- _Work to be completed_: Counting only lines of the listing below that hold the word "paths", give the total and nothing else.

- _Data for this exercise_:
== == ==

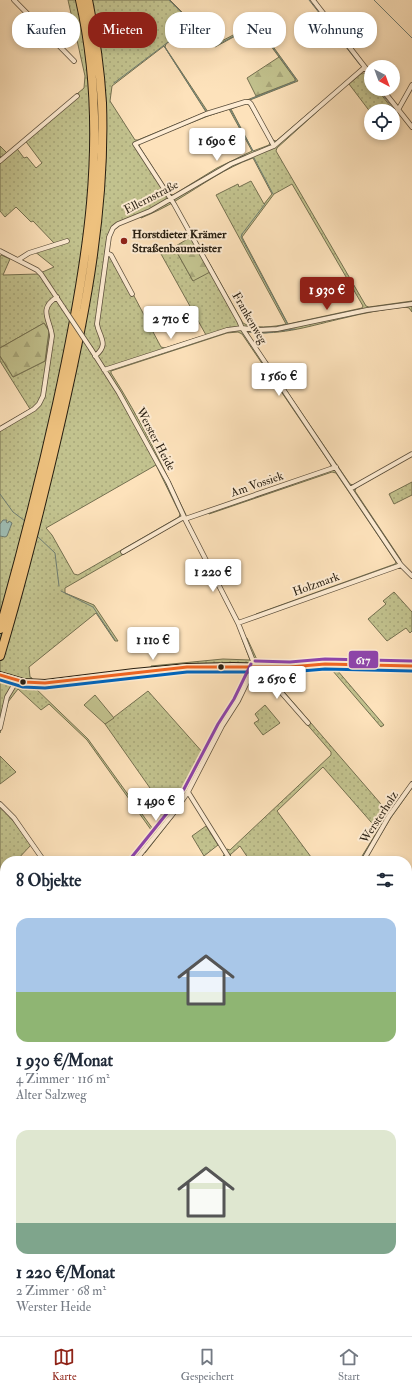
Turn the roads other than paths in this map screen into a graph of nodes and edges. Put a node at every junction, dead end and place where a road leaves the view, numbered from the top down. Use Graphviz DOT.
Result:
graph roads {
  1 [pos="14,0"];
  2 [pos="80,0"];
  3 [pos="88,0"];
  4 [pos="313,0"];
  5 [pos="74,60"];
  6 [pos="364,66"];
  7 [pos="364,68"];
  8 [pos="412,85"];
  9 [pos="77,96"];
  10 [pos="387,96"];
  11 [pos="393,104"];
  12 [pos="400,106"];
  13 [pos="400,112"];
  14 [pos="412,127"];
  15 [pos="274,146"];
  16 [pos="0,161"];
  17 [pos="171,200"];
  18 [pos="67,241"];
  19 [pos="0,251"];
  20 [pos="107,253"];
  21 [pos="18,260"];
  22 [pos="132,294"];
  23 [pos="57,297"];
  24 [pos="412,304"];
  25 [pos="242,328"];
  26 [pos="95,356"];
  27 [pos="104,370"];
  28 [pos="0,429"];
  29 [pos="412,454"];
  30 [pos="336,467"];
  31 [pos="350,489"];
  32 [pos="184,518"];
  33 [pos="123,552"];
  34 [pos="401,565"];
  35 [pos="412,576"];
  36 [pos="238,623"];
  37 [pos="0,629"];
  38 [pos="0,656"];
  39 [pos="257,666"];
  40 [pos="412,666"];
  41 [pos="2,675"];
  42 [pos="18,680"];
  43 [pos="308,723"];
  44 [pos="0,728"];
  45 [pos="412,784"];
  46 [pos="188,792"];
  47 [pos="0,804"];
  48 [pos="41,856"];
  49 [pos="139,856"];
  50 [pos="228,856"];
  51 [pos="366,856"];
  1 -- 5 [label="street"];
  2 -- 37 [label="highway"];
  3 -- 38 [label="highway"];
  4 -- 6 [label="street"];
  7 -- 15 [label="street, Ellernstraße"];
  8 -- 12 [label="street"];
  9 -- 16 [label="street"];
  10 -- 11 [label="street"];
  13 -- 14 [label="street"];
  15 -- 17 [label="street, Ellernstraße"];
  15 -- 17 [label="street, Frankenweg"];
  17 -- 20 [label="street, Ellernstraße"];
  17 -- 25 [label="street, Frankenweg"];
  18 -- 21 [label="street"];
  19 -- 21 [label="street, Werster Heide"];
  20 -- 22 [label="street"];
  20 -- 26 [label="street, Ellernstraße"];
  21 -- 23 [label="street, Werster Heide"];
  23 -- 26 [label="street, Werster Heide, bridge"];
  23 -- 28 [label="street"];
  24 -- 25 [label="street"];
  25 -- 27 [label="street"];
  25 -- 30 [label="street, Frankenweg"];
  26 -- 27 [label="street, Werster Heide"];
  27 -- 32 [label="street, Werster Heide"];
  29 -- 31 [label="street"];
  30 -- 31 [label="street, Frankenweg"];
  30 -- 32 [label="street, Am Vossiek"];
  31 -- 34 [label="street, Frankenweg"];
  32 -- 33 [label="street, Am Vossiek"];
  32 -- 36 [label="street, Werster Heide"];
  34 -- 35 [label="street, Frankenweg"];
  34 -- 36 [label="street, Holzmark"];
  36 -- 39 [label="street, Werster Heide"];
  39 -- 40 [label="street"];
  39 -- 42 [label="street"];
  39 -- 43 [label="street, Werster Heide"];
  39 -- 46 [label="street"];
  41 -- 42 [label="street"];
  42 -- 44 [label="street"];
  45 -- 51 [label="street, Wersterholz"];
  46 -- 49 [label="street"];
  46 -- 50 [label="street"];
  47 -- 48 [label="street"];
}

== == ==

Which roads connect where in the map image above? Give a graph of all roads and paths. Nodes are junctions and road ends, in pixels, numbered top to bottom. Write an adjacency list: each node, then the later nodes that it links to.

== == ==

- _Answer box_: 2